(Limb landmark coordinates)
==================================================
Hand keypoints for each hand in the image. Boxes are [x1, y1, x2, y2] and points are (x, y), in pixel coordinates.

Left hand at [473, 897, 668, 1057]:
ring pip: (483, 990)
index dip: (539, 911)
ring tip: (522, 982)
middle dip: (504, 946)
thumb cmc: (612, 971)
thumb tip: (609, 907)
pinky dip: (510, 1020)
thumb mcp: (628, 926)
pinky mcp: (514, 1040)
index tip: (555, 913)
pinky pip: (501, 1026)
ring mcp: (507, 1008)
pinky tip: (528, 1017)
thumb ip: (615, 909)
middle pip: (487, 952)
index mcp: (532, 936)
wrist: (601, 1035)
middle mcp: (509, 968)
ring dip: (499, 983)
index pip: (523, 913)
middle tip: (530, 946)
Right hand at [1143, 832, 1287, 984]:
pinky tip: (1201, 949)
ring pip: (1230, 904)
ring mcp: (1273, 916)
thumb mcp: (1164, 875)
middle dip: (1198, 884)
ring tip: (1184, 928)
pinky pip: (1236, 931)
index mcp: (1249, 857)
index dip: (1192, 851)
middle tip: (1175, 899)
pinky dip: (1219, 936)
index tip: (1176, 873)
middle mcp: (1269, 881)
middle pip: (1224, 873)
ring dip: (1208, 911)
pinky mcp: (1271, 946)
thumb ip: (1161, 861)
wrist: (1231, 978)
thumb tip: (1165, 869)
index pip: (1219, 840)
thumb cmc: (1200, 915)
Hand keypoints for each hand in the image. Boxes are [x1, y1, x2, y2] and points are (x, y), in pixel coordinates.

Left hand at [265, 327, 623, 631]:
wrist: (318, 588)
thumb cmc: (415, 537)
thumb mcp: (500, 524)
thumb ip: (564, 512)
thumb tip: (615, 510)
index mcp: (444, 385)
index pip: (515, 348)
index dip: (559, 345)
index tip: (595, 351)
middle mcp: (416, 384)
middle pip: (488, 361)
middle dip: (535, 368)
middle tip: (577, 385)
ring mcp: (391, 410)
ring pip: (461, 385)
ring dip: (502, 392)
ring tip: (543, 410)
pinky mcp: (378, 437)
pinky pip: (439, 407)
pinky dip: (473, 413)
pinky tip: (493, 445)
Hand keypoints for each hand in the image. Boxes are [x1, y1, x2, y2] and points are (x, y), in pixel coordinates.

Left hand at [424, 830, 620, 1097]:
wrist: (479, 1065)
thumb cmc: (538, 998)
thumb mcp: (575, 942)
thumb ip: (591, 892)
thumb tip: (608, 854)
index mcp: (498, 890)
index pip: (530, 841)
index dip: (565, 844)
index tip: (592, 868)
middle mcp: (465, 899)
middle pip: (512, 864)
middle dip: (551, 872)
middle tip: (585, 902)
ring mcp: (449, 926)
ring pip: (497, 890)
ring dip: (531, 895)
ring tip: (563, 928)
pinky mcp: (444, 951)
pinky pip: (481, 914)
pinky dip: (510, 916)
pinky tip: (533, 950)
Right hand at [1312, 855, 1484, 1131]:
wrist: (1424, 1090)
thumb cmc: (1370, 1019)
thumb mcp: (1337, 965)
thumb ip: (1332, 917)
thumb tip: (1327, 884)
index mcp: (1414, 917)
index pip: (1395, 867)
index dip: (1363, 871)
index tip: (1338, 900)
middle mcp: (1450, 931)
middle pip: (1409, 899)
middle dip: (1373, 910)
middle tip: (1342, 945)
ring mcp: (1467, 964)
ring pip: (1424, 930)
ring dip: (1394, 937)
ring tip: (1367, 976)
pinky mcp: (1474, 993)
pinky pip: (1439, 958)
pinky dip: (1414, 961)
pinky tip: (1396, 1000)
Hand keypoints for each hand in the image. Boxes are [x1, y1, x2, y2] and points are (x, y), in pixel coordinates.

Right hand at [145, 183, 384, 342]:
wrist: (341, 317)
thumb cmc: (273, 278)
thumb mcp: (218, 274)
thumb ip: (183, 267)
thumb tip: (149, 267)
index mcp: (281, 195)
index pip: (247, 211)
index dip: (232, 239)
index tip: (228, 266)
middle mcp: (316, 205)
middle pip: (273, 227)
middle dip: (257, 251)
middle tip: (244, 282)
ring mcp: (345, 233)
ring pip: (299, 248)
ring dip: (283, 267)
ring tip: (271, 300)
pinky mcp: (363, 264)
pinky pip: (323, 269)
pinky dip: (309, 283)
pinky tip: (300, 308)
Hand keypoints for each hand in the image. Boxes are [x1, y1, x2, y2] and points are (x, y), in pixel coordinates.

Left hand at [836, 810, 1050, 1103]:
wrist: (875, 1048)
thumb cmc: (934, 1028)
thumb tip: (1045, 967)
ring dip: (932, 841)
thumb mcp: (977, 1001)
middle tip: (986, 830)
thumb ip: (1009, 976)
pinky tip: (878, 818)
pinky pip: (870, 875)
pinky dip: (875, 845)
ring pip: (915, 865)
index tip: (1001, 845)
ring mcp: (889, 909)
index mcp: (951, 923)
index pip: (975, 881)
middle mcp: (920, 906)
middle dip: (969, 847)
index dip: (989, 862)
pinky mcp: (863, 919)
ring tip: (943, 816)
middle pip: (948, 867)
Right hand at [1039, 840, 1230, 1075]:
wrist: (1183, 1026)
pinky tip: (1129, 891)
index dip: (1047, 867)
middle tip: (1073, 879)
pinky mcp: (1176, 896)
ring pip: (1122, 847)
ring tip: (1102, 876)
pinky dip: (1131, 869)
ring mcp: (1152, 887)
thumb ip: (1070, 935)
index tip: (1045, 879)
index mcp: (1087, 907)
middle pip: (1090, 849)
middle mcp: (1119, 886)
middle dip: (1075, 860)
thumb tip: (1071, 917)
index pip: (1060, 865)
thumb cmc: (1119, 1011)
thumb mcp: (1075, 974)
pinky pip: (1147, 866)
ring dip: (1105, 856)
==================================================
*WHAT YOU ARE ASKED TO DO:*
From the line containing "ring pip: (1122, 847)" to the final line of the data, repeat each line exactly. Include both ends.

*EXERCISE OUTPUT:*
ring pip: (1122, 847)
ring tip: (1102, 876)
pinky dip: (1131, 869)
ring mcp: (1152, 887)
thumb ip: (1070, 935)
index tip: (1045, 879)
index mcp: (1087, 907)
middle pip: (1090, 849)
middle mcp: (1119, 886)
middle dip: (1075, 860)
thumb tip: (1071, 917)
index pip: (1060, 865)
thumb cmc: (1119, 1011)
thumb mcp: (1075, 974)
pinky pip: (1147, 866)
ring dip: (1105, 856)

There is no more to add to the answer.